WHAT THIS TASK INVOLVES:
Find and copy each line of the records where the string "Halil" shows up.

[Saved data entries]

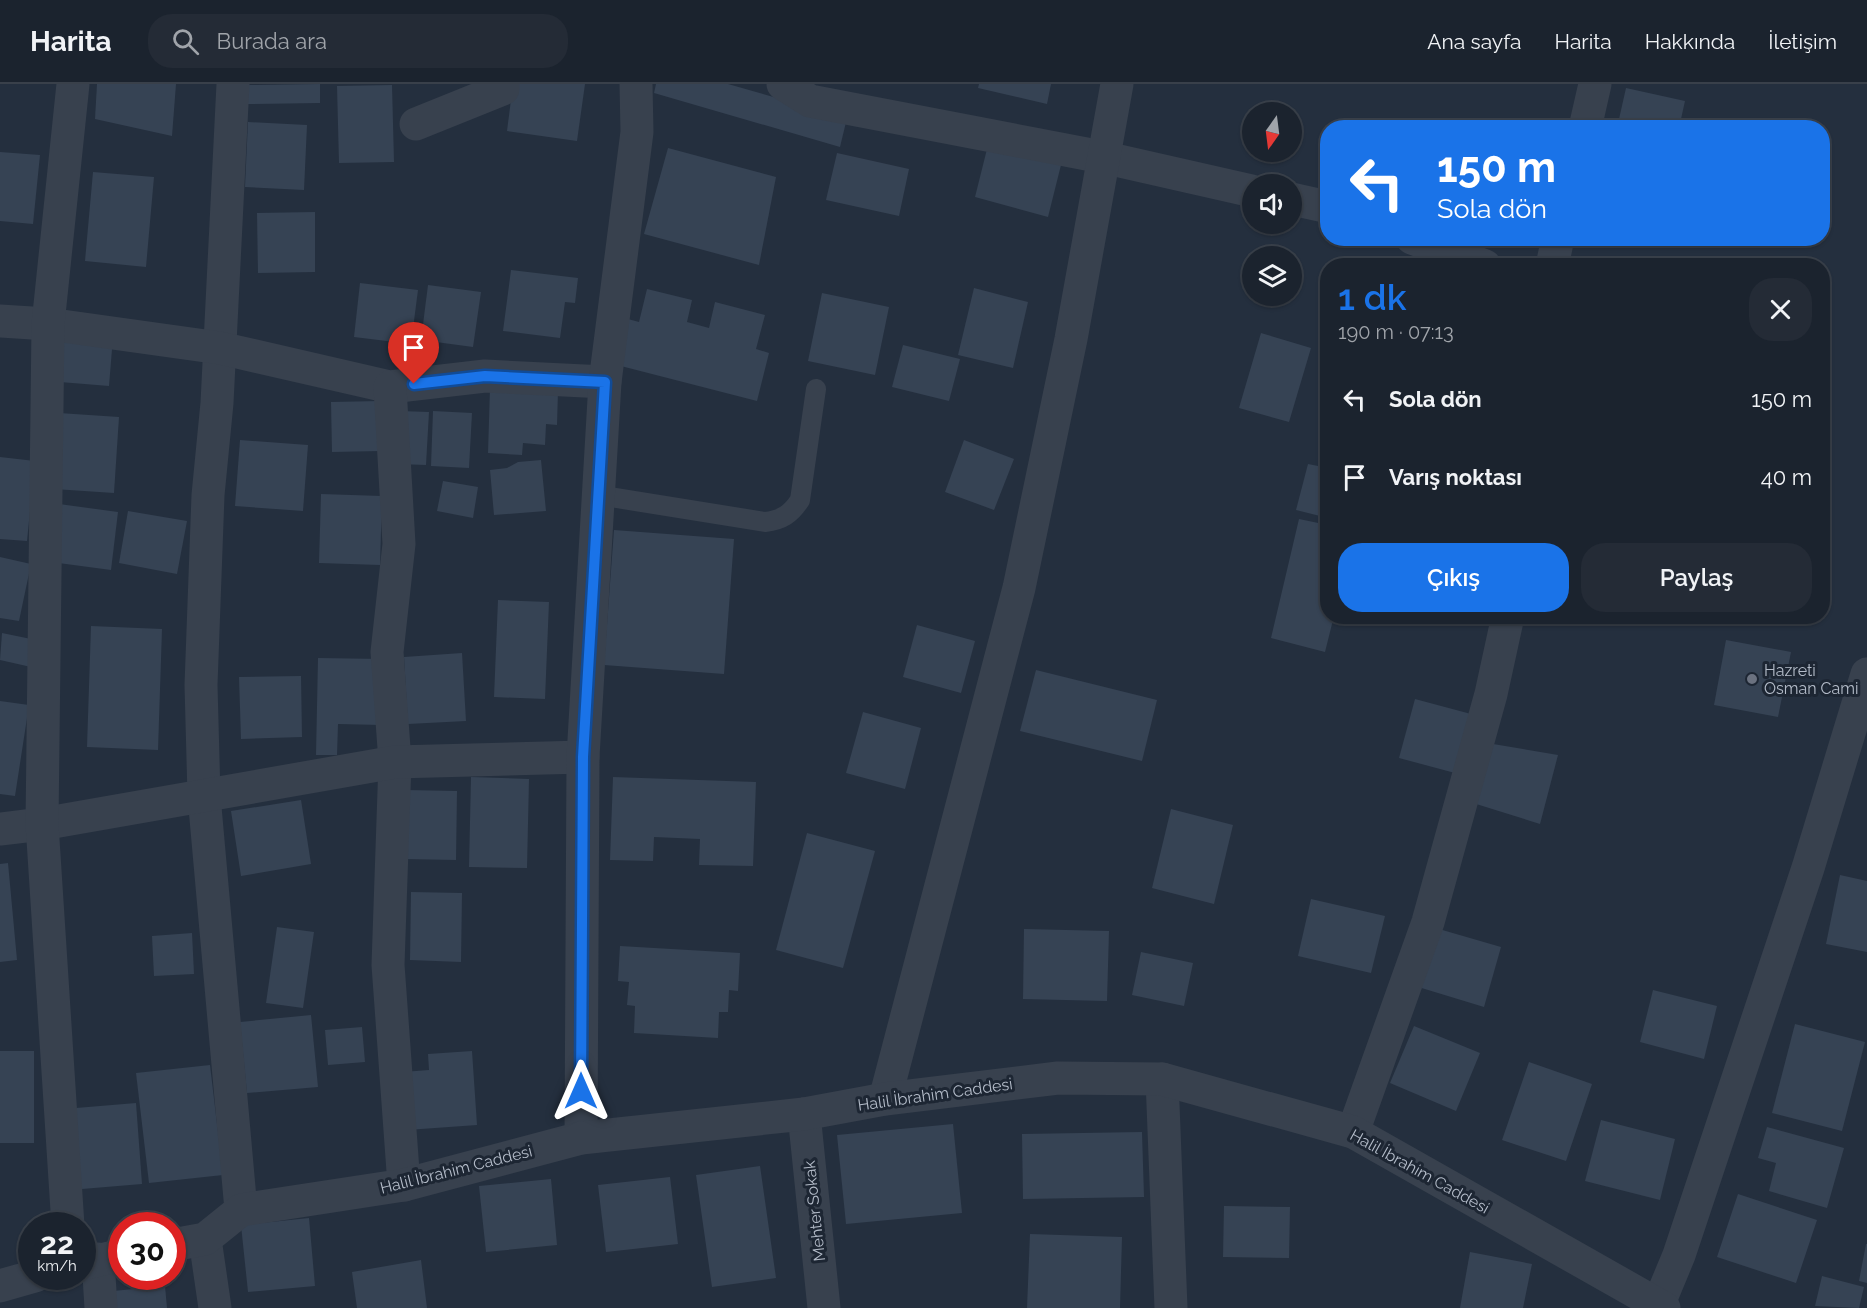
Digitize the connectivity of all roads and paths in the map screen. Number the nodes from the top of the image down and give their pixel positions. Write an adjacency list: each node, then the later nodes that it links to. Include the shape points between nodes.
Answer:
1 (73, 84): 17 (street)
2 (233, 84): 18 (street)
3 (503, 84): 9 (street, via 503,89)
4 (636, 84): 19 (street, via 637,132)
5 (783, 84): 10 (street, via 810,101)
6 (1117, 84): 10 (street)
7 (1595, 84): 8 (street)
8 (1587, 120)
9 (416, 124)
10 (1102, 157): 11 (street); 31 (street, via 1071,339 1019,588)
11 (1242, 189)
12 (1302, 201): 13 (street)
13 (1320, 205)
14 (1433, 246): 15 (street)
15 (1464, 258)
16 (0, 321): 17 (street)
17 (48, 324): 18 (street); 28 (street)
18 (220, 348): 20 (street); 27 (street, via 208,495 201,686)
19 (605, 382): 20 (street, via 485,376); 22 (street)
20 (390, 387): 26 (street, via 399,544 387,652)
21 (816, 389): 22 (lane, via 800,500 783,518 765,522)
22 (598, 495): 25 (street)
23 (1506, 624): 33 (street, via 1491,694 1428,922)
24 (1867, 674): 43 (street, via 1804,879)
25 (583, 757): 26 (street); 34 (street)
26 (395, 762): 27 (street); 35 (street, via 388,965)
27 (204, 796): 28 (street); 36 (street)
28 (42, 824): 29 (street); 37 (street)
29 (0, 829)
30 (1162, 1079): 31 (street, Halil İbrahim Caddesi, via 1058,1078); 33 (street, Halil İbrahim Caddesi); 47 (street)
31 (885, 1099): 32 (street, Halil İbrahim Caddesi)
32 (804, 1114): 34 (street, Halil İbrahim Caddesi); 46 (street, Mehter Sokak)
33 (1353, 1131): 43 (street, Halil İbrahim Caddesi)
34 (581, 1138): 35 (street, Halil İbrahim Caddesi)
35 (404, 1185): 36 (street, Halil İbrahim Caddesi)
36 (241, 1210): 38 (street)
37 (67, 1212)
38 (205, 1239): 39 (street); 45 (street)
39 (186, 1242)
40 (100, 1259): 44 (street)
41 (18, 1281): 42 (street)
42 (0, 1286)
43 (1660, 1307)
44 (100, 1308)
45 (215, 1308)
46 (824, 1308)
47 (1171, 1308)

ANSWER SECTION:
30 (1162, 1079): 31 (street, Halil İbrahim Caddesi, via 1058,1078); 33 (street, Halil İbrahim Caddesi); 47 (street)
31 (885, 1099): 32 (street, Halil İbrahim Caddesi)
32 (804, 1114): 34 (street, Halil İbrahim Caddesi); 46 (street, Mehter Sokak)
33 (1353, 1131): 43 (street, Halil İbrahim Caddesi)
34 (581, 1138): 35 (street, Halil İbrahim Caddesi)
35 (404, 1185): 36 (street, Halil İbrahim Caddesi)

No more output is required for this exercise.